INSTRUCTIONS FOR THE TASK - Across all the entries below, how many lines mention the string "junctions"? Respond with a single number.

DATA -
== Segment start ==
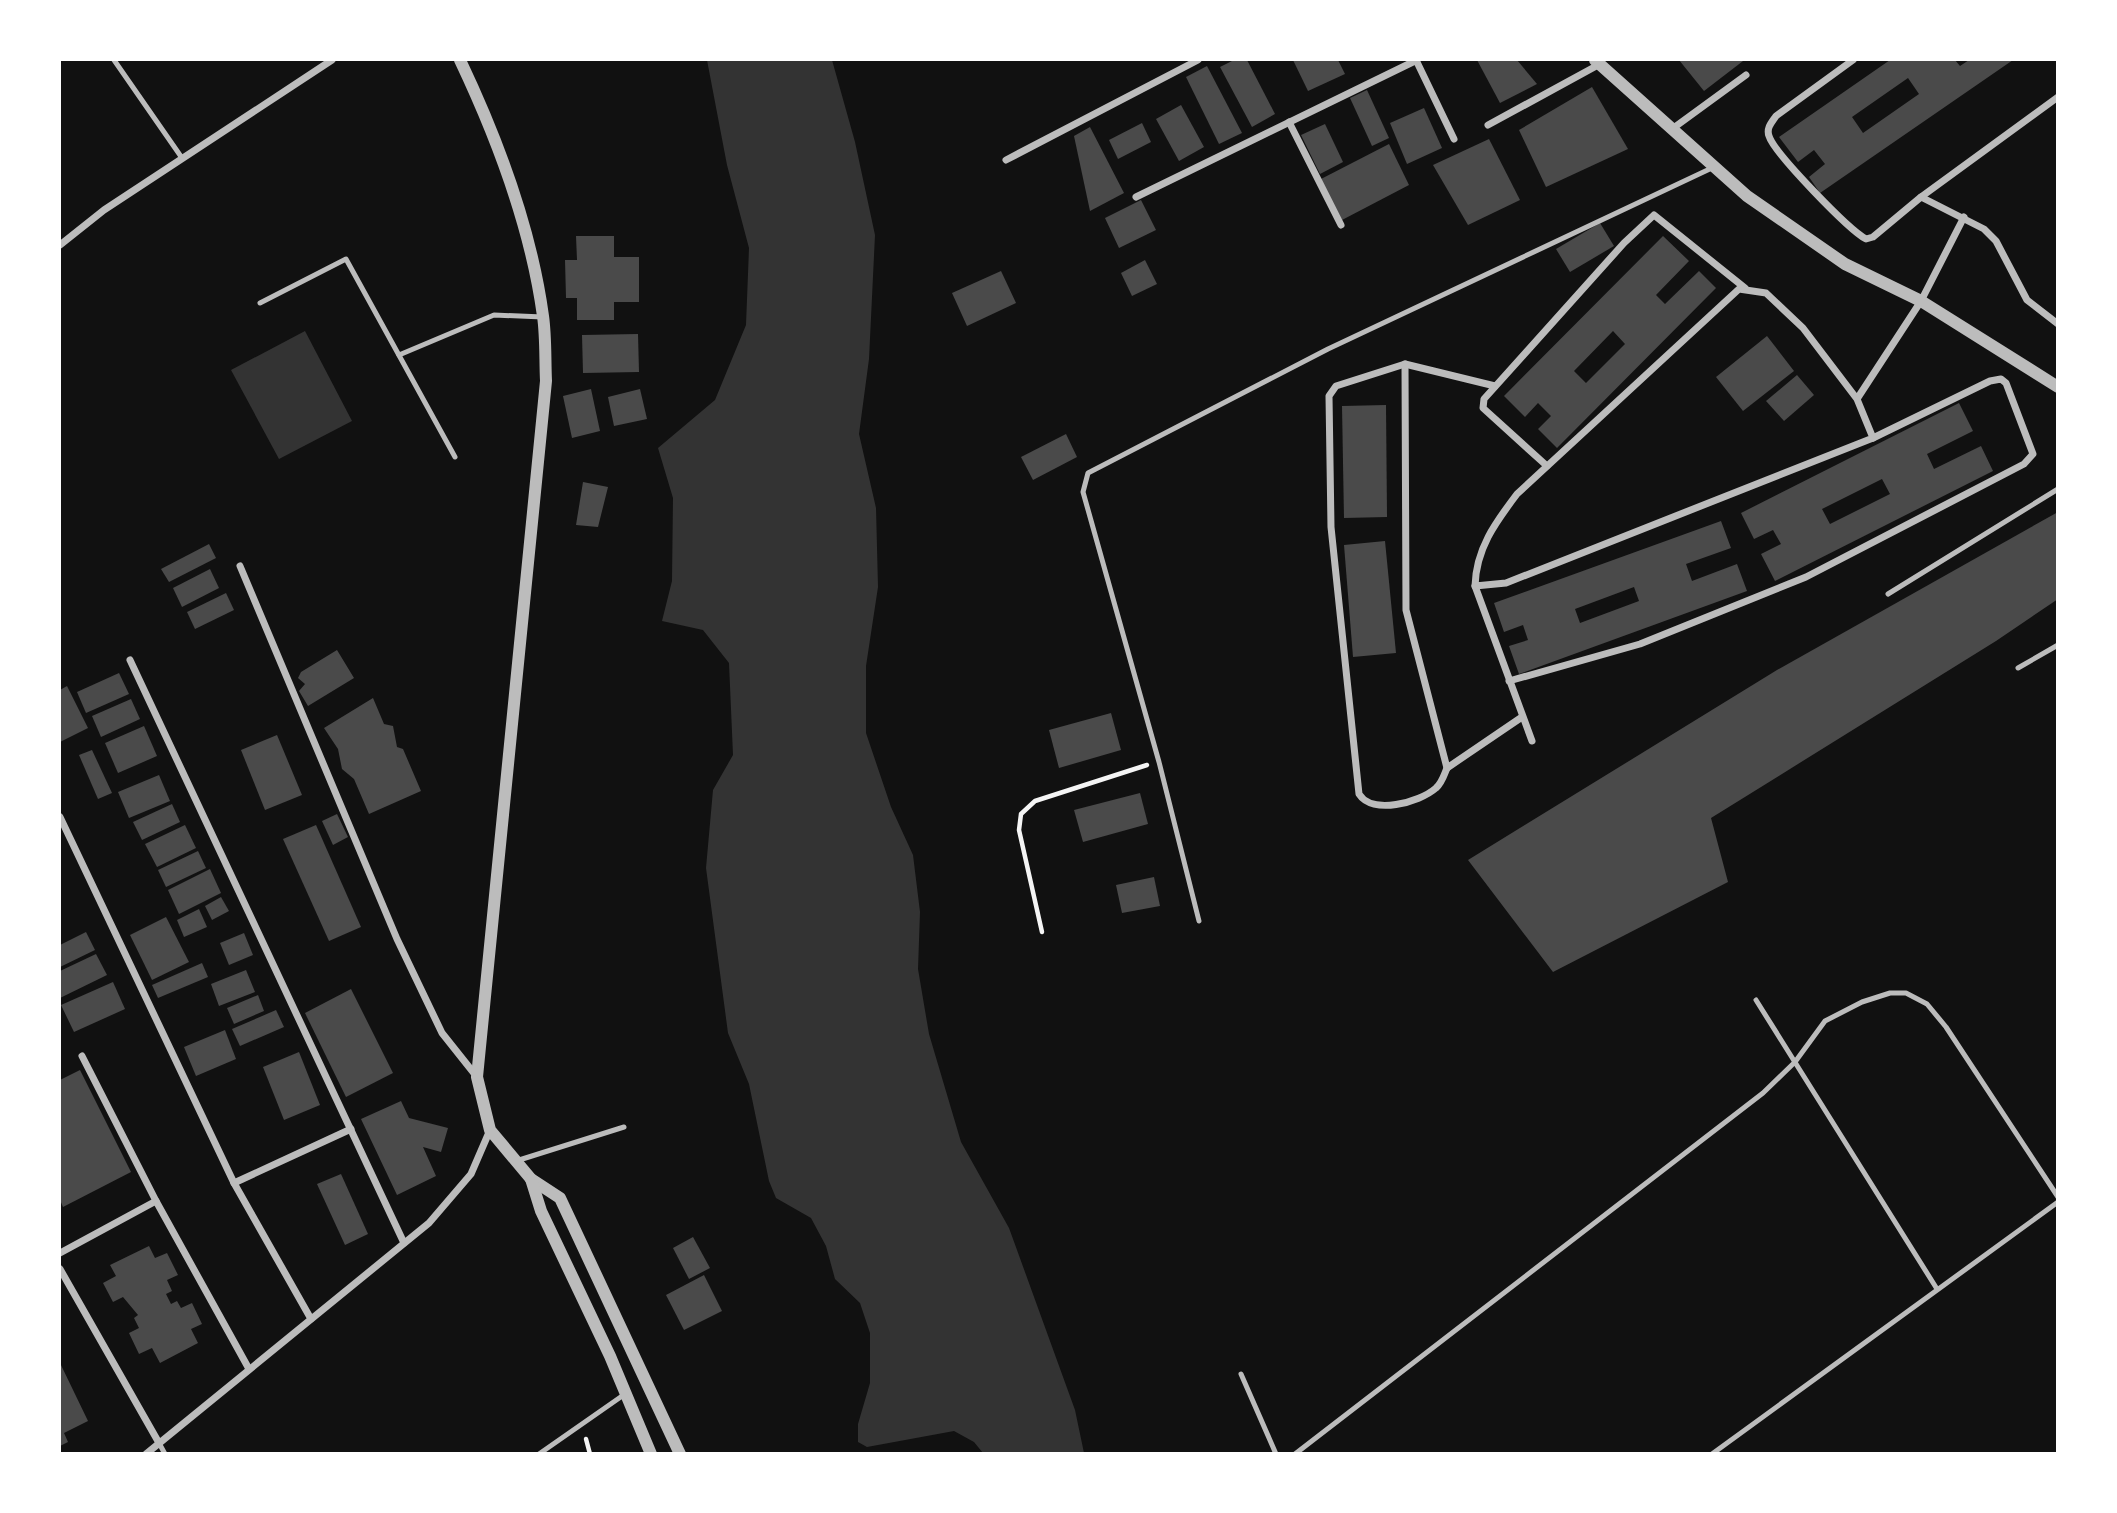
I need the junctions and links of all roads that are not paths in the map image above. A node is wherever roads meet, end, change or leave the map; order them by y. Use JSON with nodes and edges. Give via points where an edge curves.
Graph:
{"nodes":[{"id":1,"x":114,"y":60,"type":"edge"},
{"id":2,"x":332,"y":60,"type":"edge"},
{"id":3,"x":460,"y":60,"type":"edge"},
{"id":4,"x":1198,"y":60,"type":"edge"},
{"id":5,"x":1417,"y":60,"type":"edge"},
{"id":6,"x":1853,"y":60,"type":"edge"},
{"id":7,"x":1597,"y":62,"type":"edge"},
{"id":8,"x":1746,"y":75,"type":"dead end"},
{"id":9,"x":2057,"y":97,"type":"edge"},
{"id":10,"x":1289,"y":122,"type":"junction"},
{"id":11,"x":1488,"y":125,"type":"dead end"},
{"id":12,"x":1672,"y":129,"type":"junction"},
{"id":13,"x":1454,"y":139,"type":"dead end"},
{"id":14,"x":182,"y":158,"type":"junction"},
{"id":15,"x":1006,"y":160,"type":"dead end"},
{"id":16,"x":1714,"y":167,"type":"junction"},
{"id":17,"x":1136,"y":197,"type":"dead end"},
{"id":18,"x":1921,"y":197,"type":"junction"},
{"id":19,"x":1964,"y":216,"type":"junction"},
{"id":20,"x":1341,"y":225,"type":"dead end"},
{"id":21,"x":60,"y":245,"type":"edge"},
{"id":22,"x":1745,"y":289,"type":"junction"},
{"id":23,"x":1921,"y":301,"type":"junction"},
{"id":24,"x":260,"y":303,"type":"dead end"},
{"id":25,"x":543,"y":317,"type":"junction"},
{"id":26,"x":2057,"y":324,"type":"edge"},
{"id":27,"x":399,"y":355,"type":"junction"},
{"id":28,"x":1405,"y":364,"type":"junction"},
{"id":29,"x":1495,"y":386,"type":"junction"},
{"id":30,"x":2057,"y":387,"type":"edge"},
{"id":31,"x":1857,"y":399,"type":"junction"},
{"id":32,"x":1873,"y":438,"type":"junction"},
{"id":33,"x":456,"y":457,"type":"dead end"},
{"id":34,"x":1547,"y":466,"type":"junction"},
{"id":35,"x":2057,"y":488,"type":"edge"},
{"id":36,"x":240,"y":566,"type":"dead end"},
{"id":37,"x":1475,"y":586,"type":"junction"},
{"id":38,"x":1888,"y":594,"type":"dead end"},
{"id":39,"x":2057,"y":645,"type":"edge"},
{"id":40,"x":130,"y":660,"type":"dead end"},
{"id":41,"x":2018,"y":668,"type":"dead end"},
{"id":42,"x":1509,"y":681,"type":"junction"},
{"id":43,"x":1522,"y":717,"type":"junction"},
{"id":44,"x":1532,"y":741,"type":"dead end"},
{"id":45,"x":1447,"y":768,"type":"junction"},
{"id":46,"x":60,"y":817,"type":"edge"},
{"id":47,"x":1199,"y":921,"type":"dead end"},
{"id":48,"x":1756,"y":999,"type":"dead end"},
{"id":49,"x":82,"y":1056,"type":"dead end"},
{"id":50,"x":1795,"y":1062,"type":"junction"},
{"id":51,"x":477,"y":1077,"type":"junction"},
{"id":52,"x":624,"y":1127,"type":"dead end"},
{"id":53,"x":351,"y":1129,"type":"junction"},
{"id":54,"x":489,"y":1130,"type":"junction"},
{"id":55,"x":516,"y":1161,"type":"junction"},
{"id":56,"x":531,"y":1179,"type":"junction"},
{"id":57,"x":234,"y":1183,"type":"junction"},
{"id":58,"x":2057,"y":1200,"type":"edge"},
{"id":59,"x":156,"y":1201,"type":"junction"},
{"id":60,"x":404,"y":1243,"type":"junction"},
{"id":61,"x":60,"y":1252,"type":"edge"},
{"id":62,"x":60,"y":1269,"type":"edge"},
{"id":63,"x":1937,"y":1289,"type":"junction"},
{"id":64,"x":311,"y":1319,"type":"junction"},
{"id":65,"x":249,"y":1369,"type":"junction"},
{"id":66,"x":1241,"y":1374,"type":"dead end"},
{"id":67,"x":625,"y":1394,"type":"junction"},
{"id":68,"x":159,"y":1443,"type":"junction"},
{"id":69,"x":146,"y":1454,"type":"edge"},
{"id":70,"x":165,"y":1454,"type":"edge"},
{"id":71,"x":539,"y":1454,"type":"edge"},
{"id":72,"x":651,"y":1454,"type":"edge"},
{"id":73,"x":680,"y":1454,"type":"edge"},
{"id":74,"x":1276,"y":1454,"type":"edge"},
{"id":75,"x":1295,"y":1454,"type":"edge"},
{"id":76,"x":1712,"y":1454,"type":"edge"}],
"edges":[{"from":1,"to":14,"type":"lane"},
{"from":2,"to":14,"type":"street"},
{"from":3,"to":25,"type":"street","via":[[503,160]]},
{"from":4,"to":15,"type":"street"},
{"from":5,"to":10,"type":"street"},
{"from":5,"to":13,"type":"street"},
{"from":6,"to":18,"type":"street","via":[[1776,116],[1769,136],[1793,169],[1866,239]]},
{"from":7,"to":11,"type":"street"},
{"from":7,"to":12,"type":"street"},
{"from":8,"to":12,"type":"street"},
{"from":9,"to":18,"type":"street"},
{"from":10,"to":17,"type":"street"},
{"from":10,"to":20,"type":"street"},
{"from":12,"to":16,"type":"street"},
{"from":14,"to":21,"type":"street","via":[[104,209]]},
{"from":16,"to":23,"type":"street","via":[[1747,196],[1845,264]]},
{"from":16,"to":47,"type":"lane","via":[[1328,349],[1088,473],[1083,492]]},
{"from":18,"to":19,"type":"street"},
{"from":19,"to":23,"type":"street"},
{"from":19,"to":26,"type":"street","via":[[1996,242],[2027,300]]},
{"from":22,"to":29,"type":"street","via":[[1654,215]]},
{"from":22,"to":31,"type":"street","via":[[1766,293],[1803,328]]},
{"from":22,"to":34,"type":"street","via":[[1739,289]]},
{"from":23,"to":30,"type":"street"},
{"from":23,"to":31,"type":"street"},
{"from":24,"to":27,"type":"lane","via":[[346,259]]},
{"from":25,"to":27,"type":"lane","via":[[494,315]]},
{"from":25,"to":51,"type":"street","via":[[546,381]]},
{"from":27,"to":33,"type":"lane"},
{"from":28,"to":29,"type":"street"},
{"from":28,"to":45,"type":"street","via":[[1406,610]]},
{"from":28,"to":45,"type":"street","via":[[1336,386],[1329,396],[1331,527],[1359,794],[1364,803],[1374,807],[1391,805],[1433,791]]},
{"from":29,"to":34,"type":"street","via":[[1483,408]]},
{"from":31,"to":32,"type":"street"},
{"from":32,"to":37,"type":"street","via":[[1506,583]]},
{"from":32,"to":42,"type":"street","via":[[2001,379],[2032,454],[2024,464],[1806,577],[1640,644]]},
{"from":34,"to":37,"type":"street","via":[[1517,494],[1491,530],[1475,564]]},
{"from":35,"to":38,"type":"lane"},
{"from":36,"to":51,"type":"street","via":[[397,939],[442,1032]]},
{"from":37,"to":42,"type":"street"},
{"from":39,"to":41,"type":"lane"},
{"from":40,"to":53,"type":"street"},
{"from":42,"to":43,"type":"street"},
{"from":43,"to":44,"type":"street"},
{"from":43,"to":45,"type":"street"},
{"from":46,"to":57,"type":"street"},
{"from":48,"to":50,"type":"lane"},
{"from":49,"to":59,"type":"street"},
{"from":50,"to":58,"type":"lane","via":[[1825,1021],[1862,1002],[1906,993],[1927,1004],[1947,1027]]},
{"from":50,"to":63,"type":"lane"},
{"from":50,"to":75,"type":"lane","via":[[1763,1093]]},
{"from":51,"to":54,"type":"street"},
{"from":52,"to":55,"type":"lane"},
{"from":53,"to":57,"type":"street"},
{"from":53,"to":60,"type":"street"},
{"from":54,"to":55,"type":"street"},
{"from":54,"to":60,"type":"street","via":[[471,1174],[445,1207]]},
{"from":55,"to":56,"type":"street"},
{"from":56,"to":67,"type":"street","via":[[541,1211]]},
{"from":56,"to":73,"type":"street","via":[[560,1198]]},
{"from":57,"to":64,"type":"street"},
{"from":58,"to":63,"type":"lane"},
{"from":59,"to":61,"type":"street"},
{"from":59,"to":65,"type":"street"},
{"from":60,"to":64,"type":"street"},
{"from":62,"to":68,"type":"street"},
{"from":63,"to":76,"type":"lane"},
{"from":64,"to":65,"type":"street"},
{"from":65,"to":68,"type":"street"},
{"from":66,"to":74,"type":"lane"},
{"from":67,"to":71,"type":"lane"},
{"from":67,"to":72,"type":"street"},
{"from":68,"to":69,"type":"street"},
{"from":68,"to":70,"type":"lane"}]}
== Segment end ==
== Segment start ==
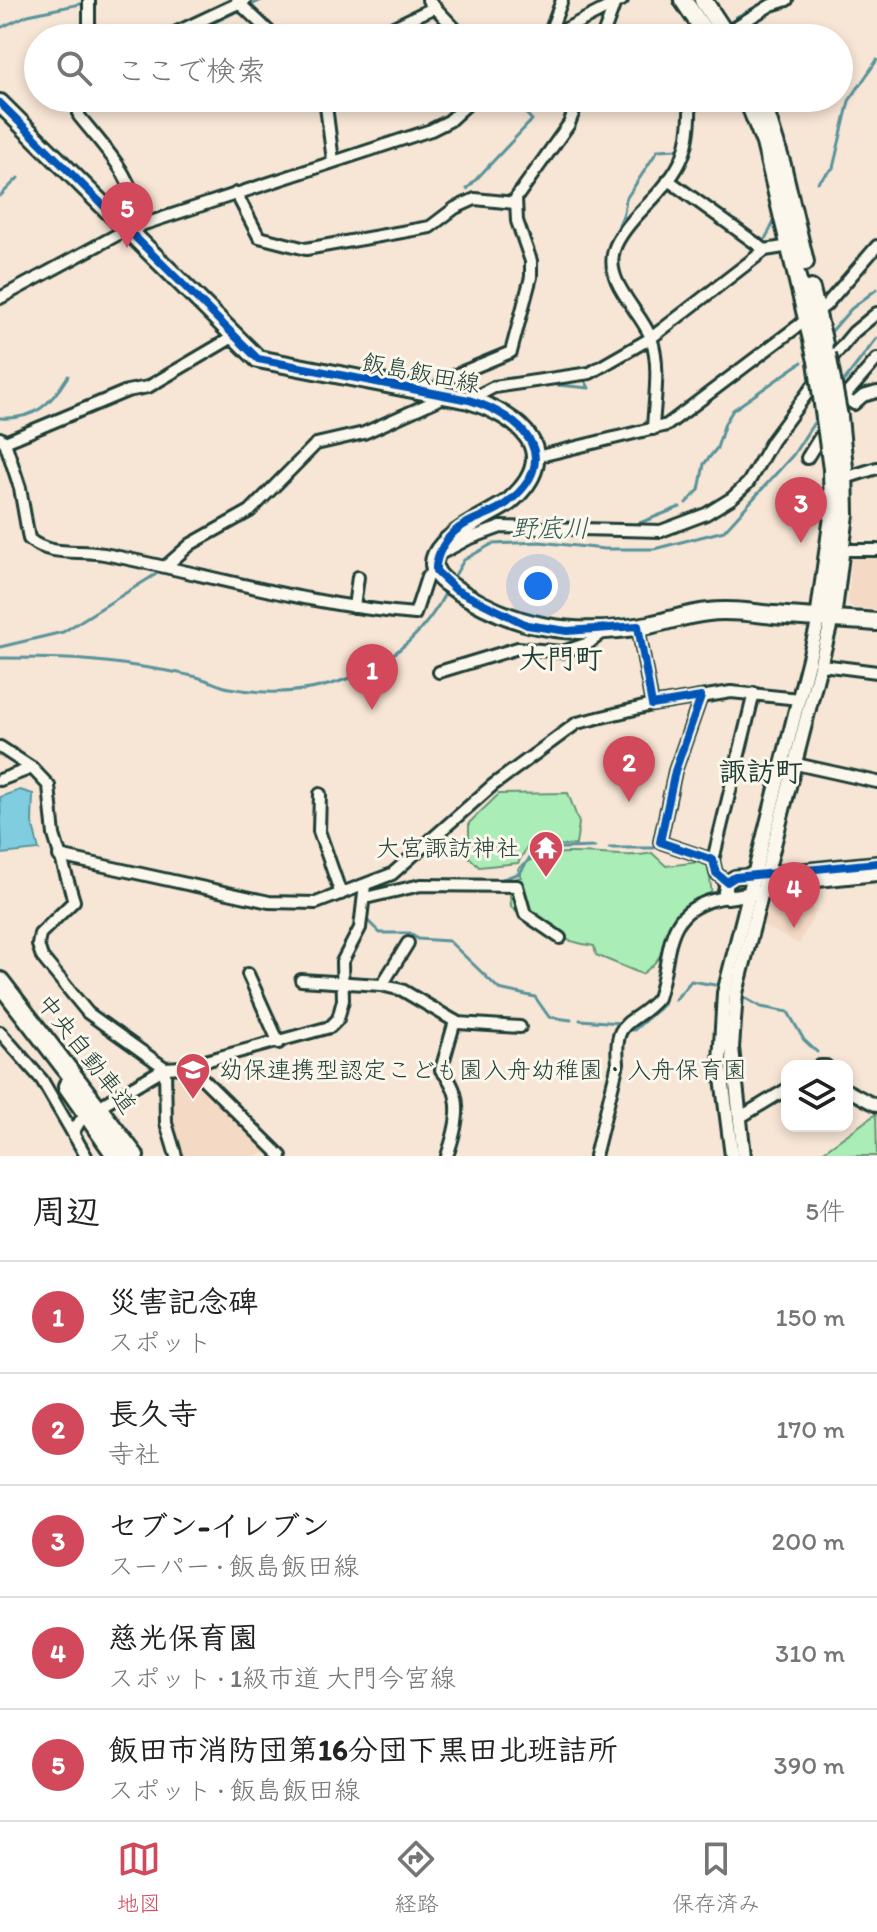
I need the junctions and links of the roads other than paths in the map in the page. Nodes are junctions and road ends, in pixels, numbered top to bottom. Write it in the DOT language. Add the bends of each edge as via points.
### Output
== Segment end ==
COMPLETED EXERCISE - 2